(Task input begins)

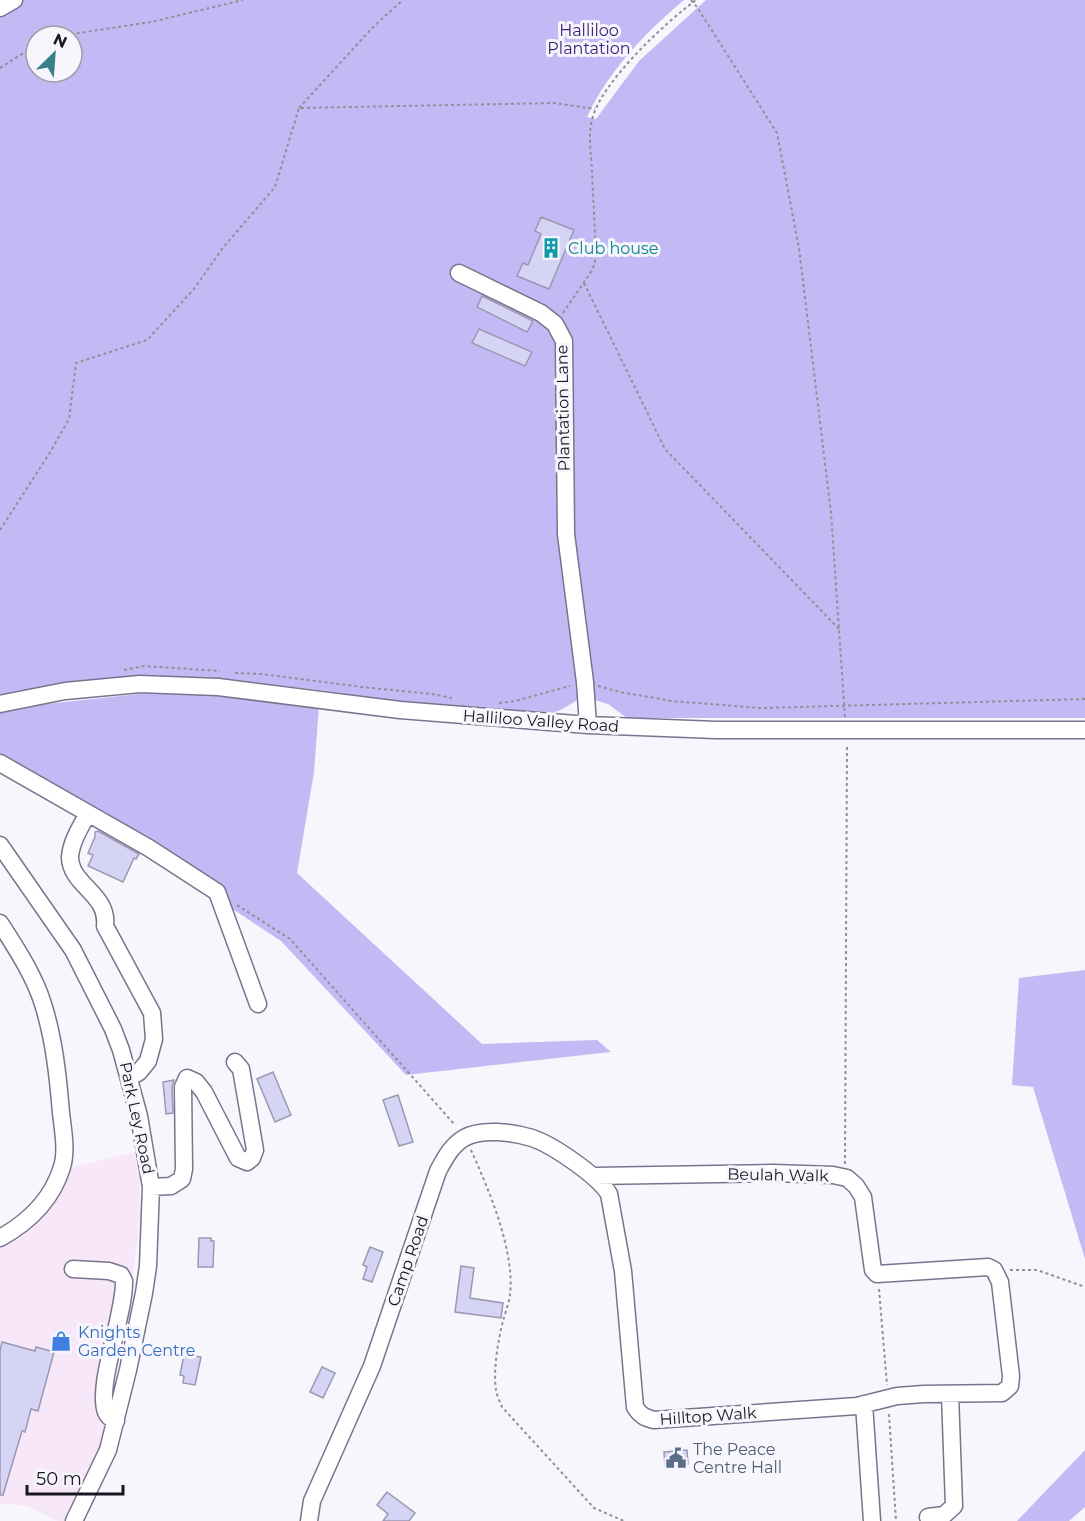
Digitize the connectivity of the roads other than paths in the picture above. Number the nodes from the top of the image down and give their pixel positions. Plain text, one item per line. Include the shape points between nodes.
1 (14, 0) edge
2 (0, 8) edge
3 (459, 273) dead end
4 (0, 704) edge
5 (588, 725) junction
6 (1085, 730) edge
7 (0, 763) edge
8 (88, 813) junction
9 (0, 845) edge
10 (0, 923) edge
11 (258, 1004) dead end
12 (235, 1062) dead end
13 (129, 1078) junction
14 (594, 1176) junction
15 (151, 1187) junction
16 (0, 1238) edge
17 (73, 1269) dead end
18 (1011, 1376) joint
19 (950, 1394) junction
20 (864, 1404) junction
21 (116, 1421) junction
22 (928, 1517) dead end
23 (74, 1521) edge
24 (309, 1521) edge
25 (872, 1521) edge

1 - 2 street
3 - 5 street, Plantation Lane via 541,313 555,324 564,340 566,534
4 - 5 street, Halliloo Valley Road via 65,691 140,684 207,686 400,710
5 - 6 street, Halliloo Valley Road via 716,730
7 - 8 street
8 - 11 street via 217,892
8 - 13 street via 70,856 72,870 106,914 105,926 152,1013 154,1038 148,1061
9 - 13 street, Park Ley Road via 73,950 113,1029
10 - 16 street via 43,1002 53,1045 64,1140 63,1166 51,1191 22,1226
12 - 15 street via 241,1069 255,1150 252,1158 247,1162 238,1158 204,1092 187,1078 183,1087 182,1179 171,1186
13 - 15 street, Park Ley Road via 140,1116
14 - 18 street, Beulah Walk via 773,1173 847,1178 863,1197 873,1270 877,1274 988,1267 994,1270 1000,1282
14 - 20 street, Hilltop Walk via 609,1194 623,1270 638,1412 654,1420
14 - 24 street, Camp Road via 532,1138 477,1133 456,1144 438,1171 372,1366 312,1501
15 - 21 street, Park Ley Road via 144,1293
17 - 21 street via 109,1271 121,1275 124,1281 105,1390 105,1411
18 - 19 street, Hilltop Walk via 1010,1386 1002,1393
19 - 20 street, Hilltop Walk via 924,1394
19 - 22 street via 954,1506 944,1515
20 - 25 street
21 - 23 street, Park Ley Road via 108,1450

(Task input ends)

- **Work instruction**: Using the records above, say how many lines include the string "Valley". Only the number is wanted.

- **Output for this exercise**: 2